Y_i = β₀ + β₁X₁ + β₂X₂ + β₃X₃ + β₁₁X₁² + β₂₂X²₂ + β₃₃X₃² + β₁₂X₁X₂ + β₁₃X₁X₃ + β₂₃X₂X₃

where Y_i is predicted response, β₀ is offset term, β₁, β₂ and β₃ are the regression coefficients for linear effect terms, β₁₁, β₂₂ and β₃₃ are quadratic effects and β₁₂, β₁₃ and β₂₃ are interaction effects. In this model, X₁, X₂ and X₃ represent power level, temperature and sonication time, respectively. The significant terms (p < 0.05) in the model were found by analysis of variance (ANOVA) based on p-value. The terms statistically found non-significant (p > 0.05) were dropped from the initial model and the experimental data was refitted only to significant (p < 0.05) variables in order to obtain the final reduced model [34].

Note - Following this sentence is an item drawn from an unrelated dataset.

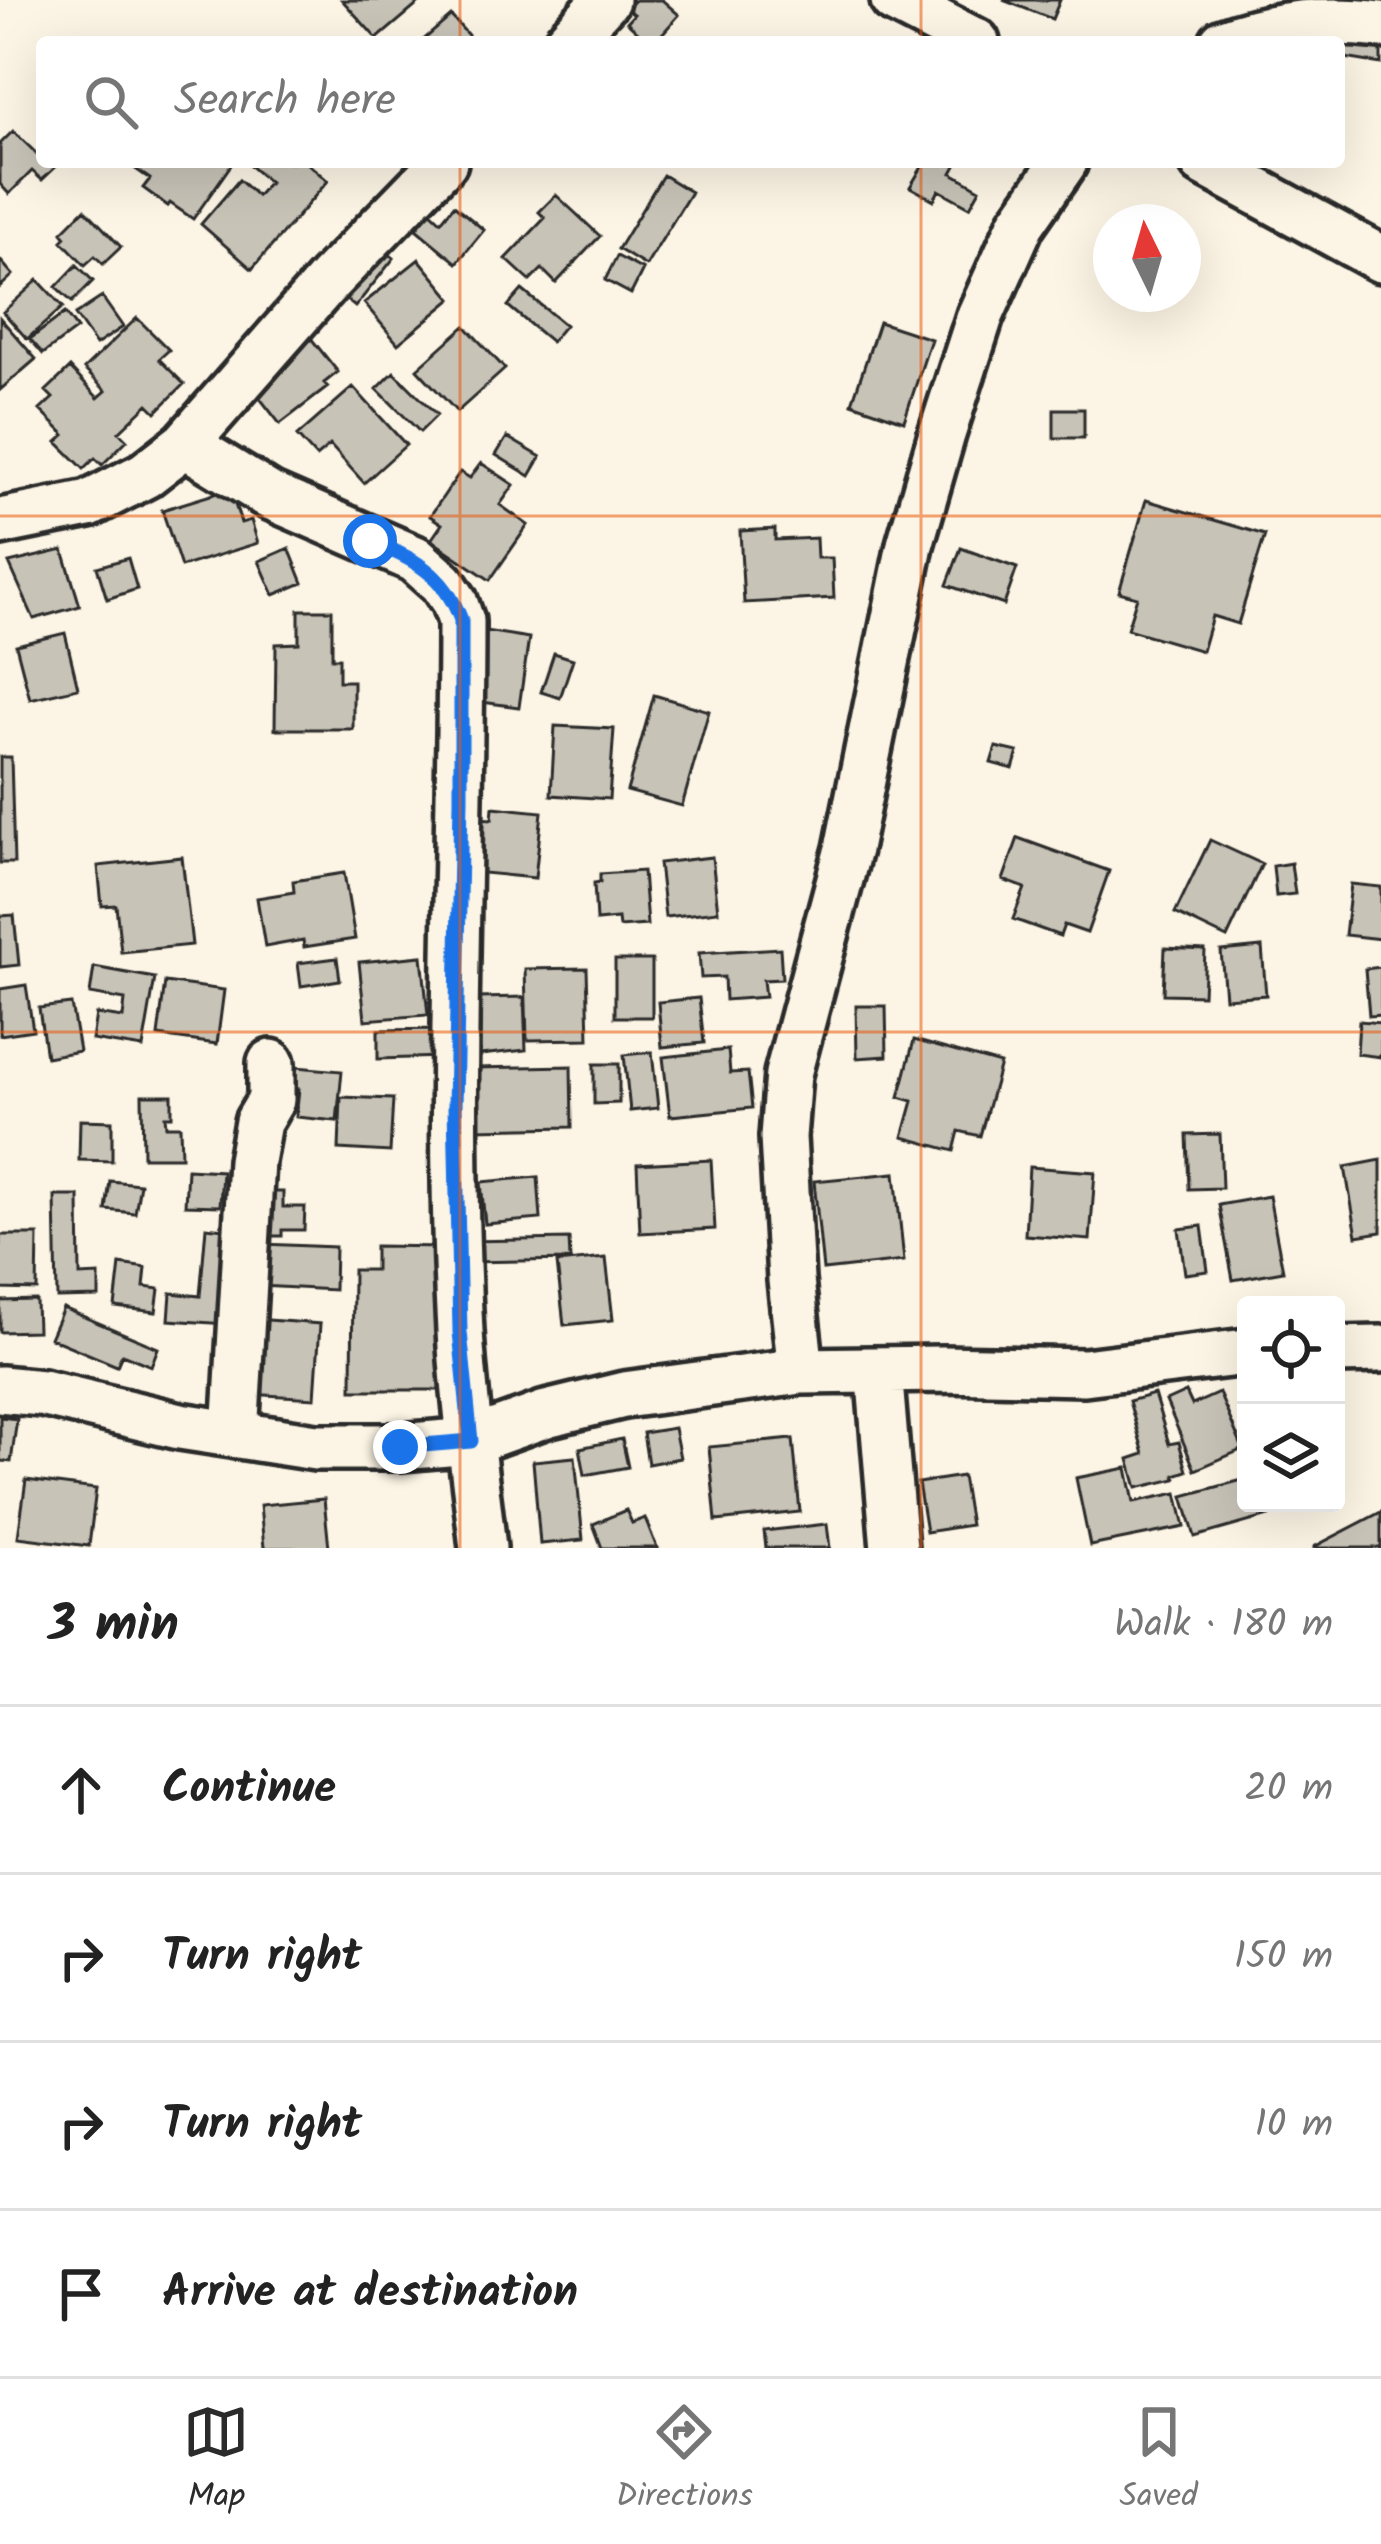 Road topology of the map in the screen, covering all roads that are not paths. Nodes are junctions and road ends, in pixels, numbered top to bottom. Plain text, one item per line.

The three-dimensional response surface plot was generated for the graphical interpretation of the interaction effect of independent variables on the response. Numerical optimization was carried out to predict the exact optimum level of independent variables leading to the desirable response goal. The model adequacy was determined using model analysis, lack of fit test, coefficient of determination (R²) and adjusted-R² [35]. Furthermore, experimental data were compared with predicted values (method validation) in order to verify the adequacy of final reduced model. In addition, the quality of fit between the experimental and predicted data was determined according to value of the mean relative deviation modulus (E). The criteria can be calculated as follows:

$$\mathrm{E} (\%)=\frac{100}{n}{{\displaystyle \sum }}_{i=1}^n\frac{\left|Vexp-Vpre\right|}{Vexp}$$

where V_exp and V_pre are the experimental and predicted values, respectively, n is the number of experimental data. A model is considered acceptable if E value is less than 10% [36]. The experimental design matrix, data analysis, regression coefficients, generation of 3D graph and numerical optimization procedure were created using Design Expert Version 8.0.7 software (Stat-Ease Inc., Minneapolis, MA, USA, trial version).

4. Conclusions

In this study, response surface methodology with a central composite design (CCD) was applied to investigate the ultrasound-assisted extraction of crude oil from Benincasa hispida seed. The experimental results showed that all three process variables, including power level, temperature and sonication time, contributed to the extraction of crude oil. It was found that ultrasound power is the most significant variable among the process variables studied. An empirical quadratic polynomial correlation has been proposed to estimate the optimum operating condition of the process. The highest crude extract yield (108.62 mg-extract/g-dried matter) was obtained when the extraction process was carried out at 65% power level, 52 °C temperature and sonication time of 36 min. The results of the comparative study revealed that the CEY of ultrasound-assisted extraction was lower than that obtained by the Soxhlet method, whereas the extract obtained using the ultrasound-assisted technique had higher quality in terms of antioxidant activity and total phenolic content. Furthermore, it was revealed that the both extracts were rich in unsaturated fatty acids, with the majority corresponding to linoleic acid and oleic acid. Therefore, it may be said that plant sources like winter melon (Benincasa hispida) may provide new natural products to the food industry with safer and better antioxidants that provide good protection against oxidative damage which occurs both in the body and in the processed food. In addition, it could be suggested that ultrasound-assisted extraction is an effective and indeed feasible method for the extraction of crude oil rich in valuable compounds from the Benincasa hispida seed.